The bowsprit dipped deep into a mountainous sea, wrenching itself free a breath later but the whole ship seemed to shudder, embattled decks awash. Imagination supplied the cries of the panicked passengers inside my head, curses from hard-pressed crew, the groan of straining timber, the insidious sound of water penetrating stressed seams. Pale canvas went soaring away from the masts like fleeing seabirds. The captain had opted to cut loose his sails but the ocean was fighting him on every side now, contrary wind and current confusing rudder and keel.

“Are they going to sink?” the wizard asked in a hesitant voice.

“I don’t know.” My knuckles were white on the spyglass, frustration hollow in my gut. “You said there’d be a mage on board. Can’t you bespeak him, work with him somehow?”
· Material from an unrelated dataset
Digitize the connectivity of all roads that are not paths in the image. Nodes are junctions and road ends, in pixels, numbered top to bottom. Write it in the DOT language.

“Even assuming this is the colonists’ ship, my talents are based in the element of earth,” said Casuel with habitual pomposity. “At this distance, my chances of influencing the combined power of air and water that such a storm would generate…” His voice tailed off with honest regret.

The storm-tossed ship slid across my field of view and I cursed as it escaped me. Looking up, I exclaimed with inarticulate surprise. “There’s another one.”
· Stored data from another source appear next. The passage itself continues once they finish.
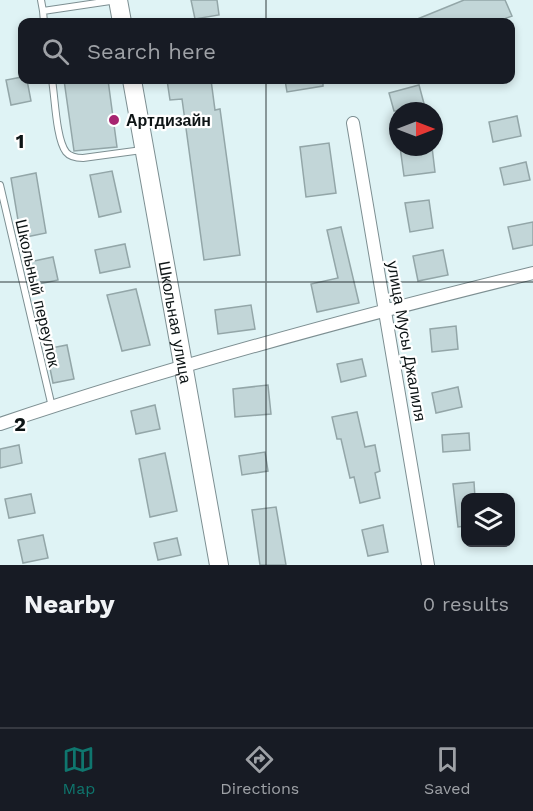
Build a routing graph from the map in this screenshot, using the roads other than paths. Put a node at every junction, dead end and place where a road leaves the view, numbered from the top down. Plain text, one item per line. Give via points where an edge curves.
1 (41, 0) edge
2 (118, 0) edge
3 (43, 11) junction
4 (44, 18) edge
5 (121, 18) edge
6 (53, 84) edge
7 (133, 84) edge
8 (353, 123) dead end
9 (144, 150) junction
10 (0, 185) edge
11 (533, 273) edge
12 (385, 310) junction
13 (183, 366) junction
14 (52, 407) junction
15 (0, 424) edge
16 (219, 565) edge
17 (428, 565) edge

1 - 3 lane
2 - 3 lane
2 - 5 street
3 - 4 lane
6 - 9 lane via 66,152 83,158
7 - 9 street, Школьная улица
8 - 12 street, улица Мусы Джалиля
9 - 13 street, Школьная улица
10 - 14 lane, Школьный переулок
11 - 12 street
12 - 13 street
12 - 17 street, улица Мусы Джалиля
13 - 14 street
13 - 16 street, Школьная улица
14 - 15 street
Casuel scrubbed crossly at glass fogged by his breath. “Where?”

“Take a line from the roof of the fish market and out past the end of the harbour wall.” I turned my glass on the newcomer and frowned. “They’re rigged for fair weather.”

“They can’t be,” said Casuel with arbitrary authority.

“I’m the one with the spyglass, Casuel.” I forced myself to keep my tone mild. Irritating he might be, but I had to work with the wizard and that meant civilized manners from me, even if Casuel couldn’t manage common courtesy.

Time enough for idle thoughts later. I focused on the second boat, a round-bellied coastal craft with triangular sails plump and complacent when it should have been fighting for its life in those surging seas. Heedless of raging swells fighting to ram it on to the rocks, it was sweeping serenely towards the harbour.